We Should Be Inspired By Jamaica’s Gully Queens

jamaica

In the horrifically homophobic Jamaican capital of Kingston, young LGBT’s live in the city’s storm drains. We can learn a lesson from them, says Rob Buchanan.

It is a tragic paradox that often the most exploited and downtrodden societies in the world are usually the ones most likely to inflict similar exploitation and marginalisation on subcultures within their own communities. Its visible in the tide of homophobia in Africa, were the priority is arresting queers rather than feeding babies. Likewise on the streets of Russia, where instead of tackling unemployment and corruption, society is intent on gay witchhunts.

You can call it a hangover from British colonialism, with hatred resulting from antiquated laws that still make gay sex illegal. You can call it some type of Freudian transference, or an attempt to somehow gain self-worth by the abused becoming the abuser. You can call the scapegoating of queers a political ploy by corrupt regimes to distract from what’s really going on.

But no matter what you call it, I dare you not to be shocked into silence by the story of the Gully Queens of Jamaica.

The culture of homophobia in Jamaica is notoriously overt and aggressive. It’s estimated that 80 per cent of people express shocking views about LGBT people, and they are not shy about doing so. Everything from pop music to the local newspapers contains violent threats and tabloid fever-dreams about evil “batty men” that would likely make Putin blush, given their absurdity. So in such a relatively small nation with a constant environment of oppression and violence, where are LGBT teens to turn to for escape and sanctuary?

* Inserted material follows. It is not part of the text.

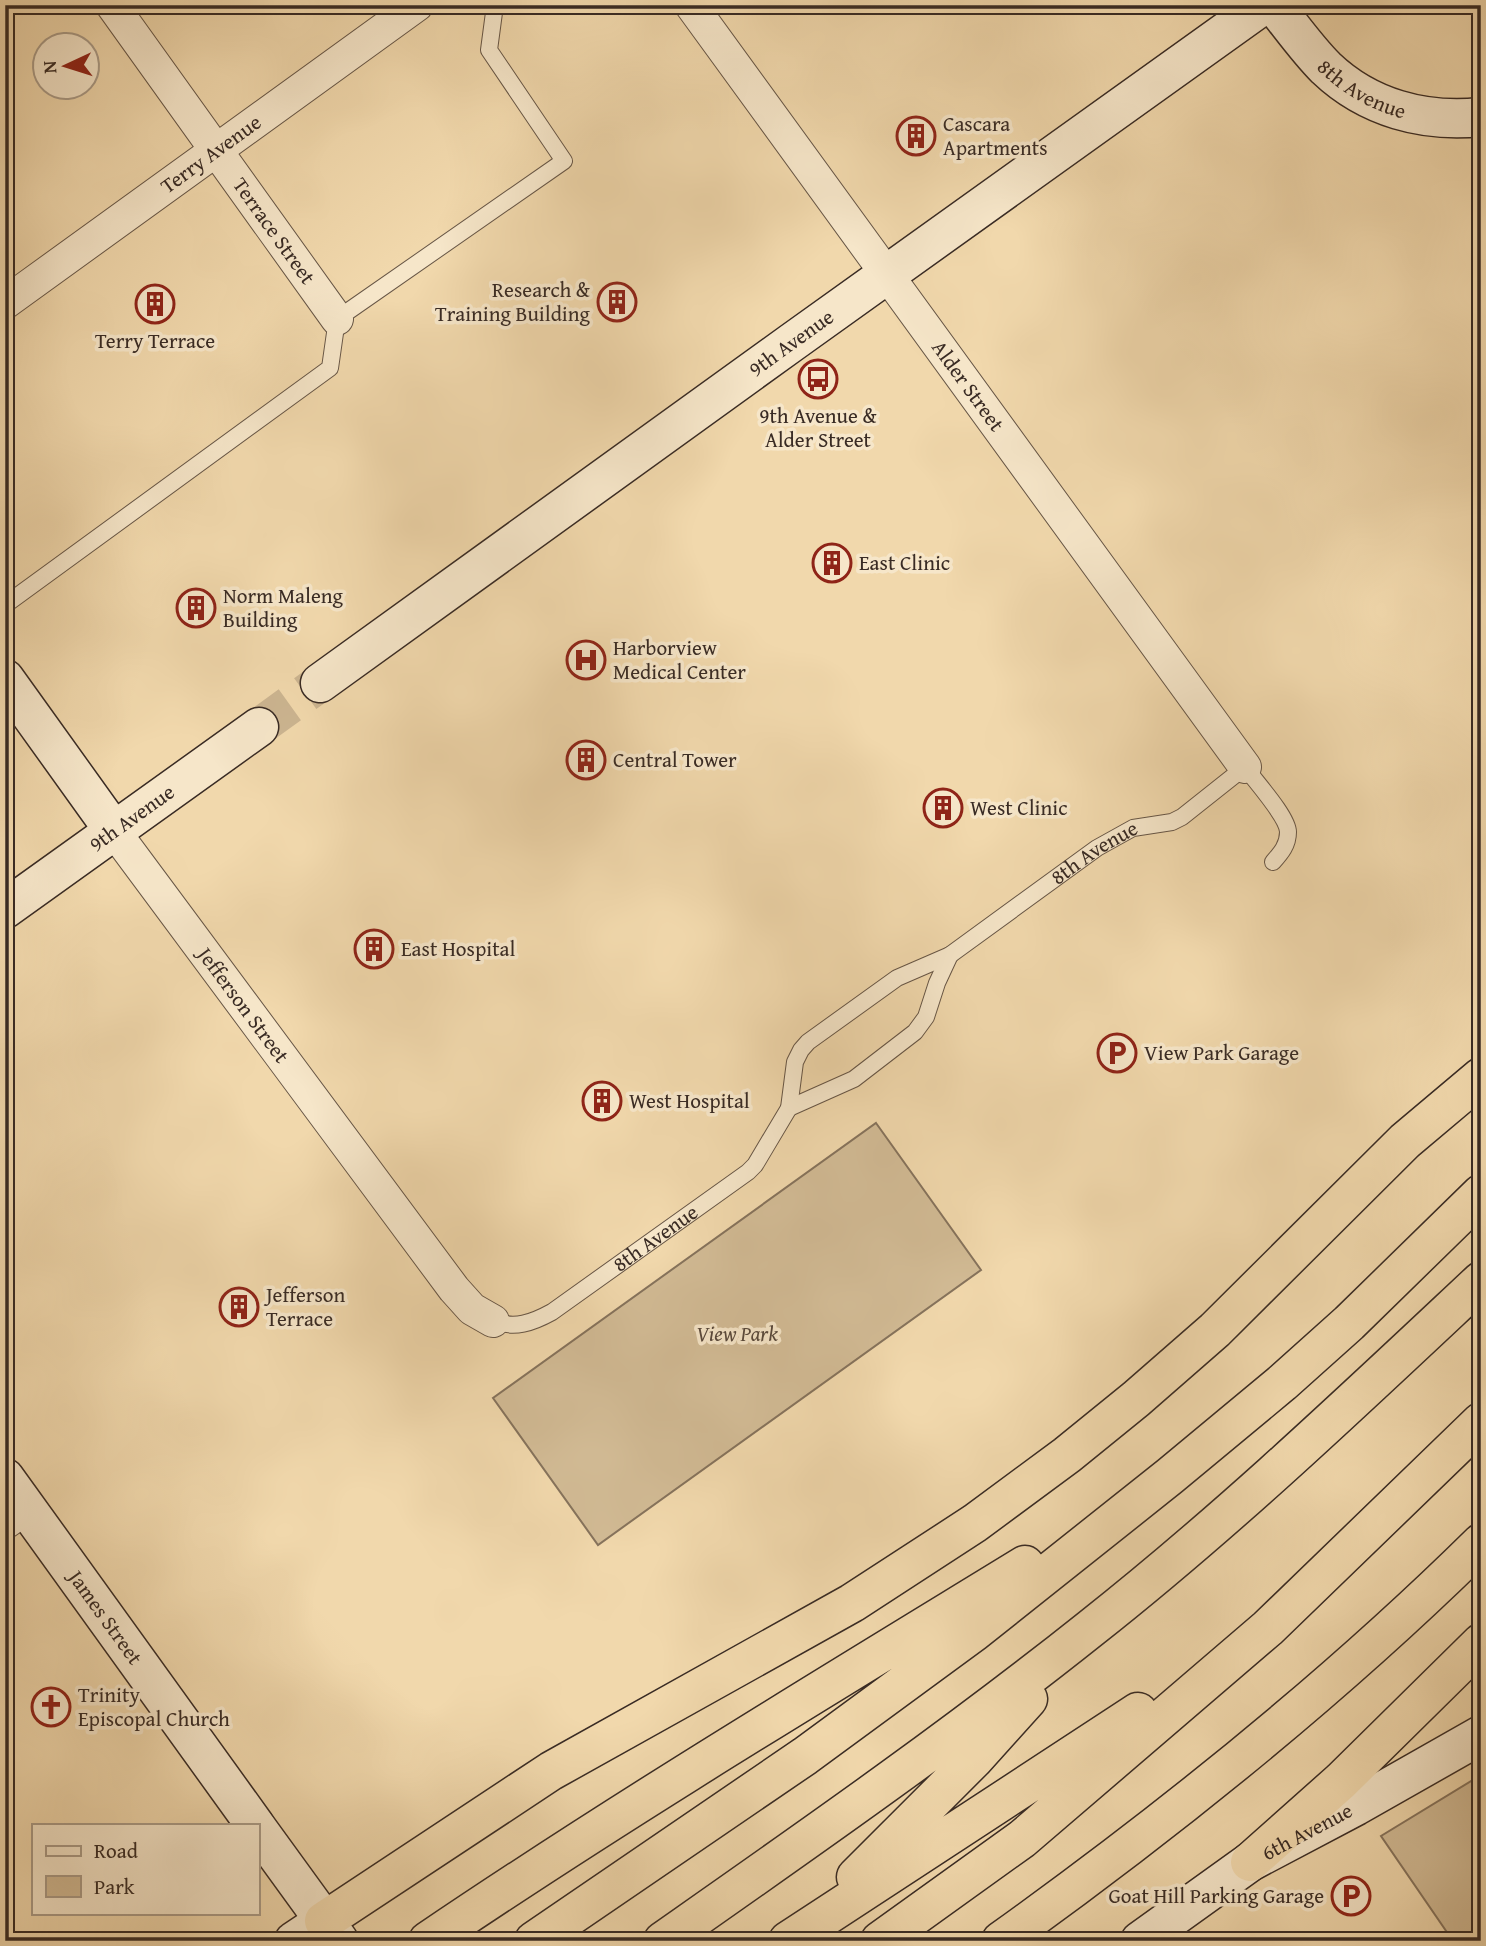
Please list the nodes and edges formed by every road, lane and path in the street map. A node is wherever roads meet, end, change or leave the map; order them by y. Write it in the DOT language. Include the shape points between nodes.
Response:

The terrible answer is The Gullys. The underground storm drains of the capital city, Kingston have become a type of dystopian underworld hideaway for the LGBT young people of Jamaica. They trade the dangers of assault, rape and murder at the hands of gangs, or their own families, for the dangers of disease, drowning and starvation in The Gullys.

I watched the VICE documentary about the gays of The Gullys, which you can also do below, with a mixture of abject horror and rage at the dehumanising conditions that LGBT young people are forced to live in because of pointless, misguided hatred. But I also felt a great admiration for these kids and their absolute refusal to deny their identities, and for the obvious love and camaraderie they show to each other in a world that roundly rejects them.

Whole communities and “families” have sprung up in The Gullys, with people protecting each other and trying to maintain their dignity and their sanity. In this underground world the teenagers can express themselves with pride. But the Gully Queens are not immune to the dangers of the vicious homophobia in Jamaica.

LGBT’s, especially trans people, are regularly murdered when they emerge from their hideouts to try and find work or social life outside. The police response ranges from ambivalent to almost defensive. They claim that “batty men” are engaged in crime and that the Gully Queens are outlaws rather than victims.

It is certainly true that many of the Gully Queens are involved in prostitution. The majority of them are trans women or effeminate or cross-dressing men. With no other source of income, it’s no wonder many of these people are forced to sell their bodies, ironically to the very same ‘straight’ men who condemn them on a daily basis. And certainly there must be thieves and drug users among the Gully Queens.

But I would ask anyone who judges them for it: How long would you go without food or clothing, living literally in other human’s waste like a monster pariah, before you turned to stealing to feed yourself or drugs to you’re your mind escape? We cannot dismiss the great courage and dignity that it takes for people in situations like this to stand up and be themselves.

They are kids in trenches in a war zone. There’s a steely knowledge in their eyes as they face life with a stoicism that only suffering and injustice can forge. Despite their almost post-apocalyptic tunnel-living and their awful daily struggle, the Gully Queens still harbour hope and determination to make better lives for themselves. There is a real sense of defiance about them, an assertion that they are neither evil nor wrong, despite what Jamaican papers and the preachers say. Neither are they dirty or disposable, like the rubbish they live amongst.

As another queen once said, we are all in the gutter but some of us are looking at the stars.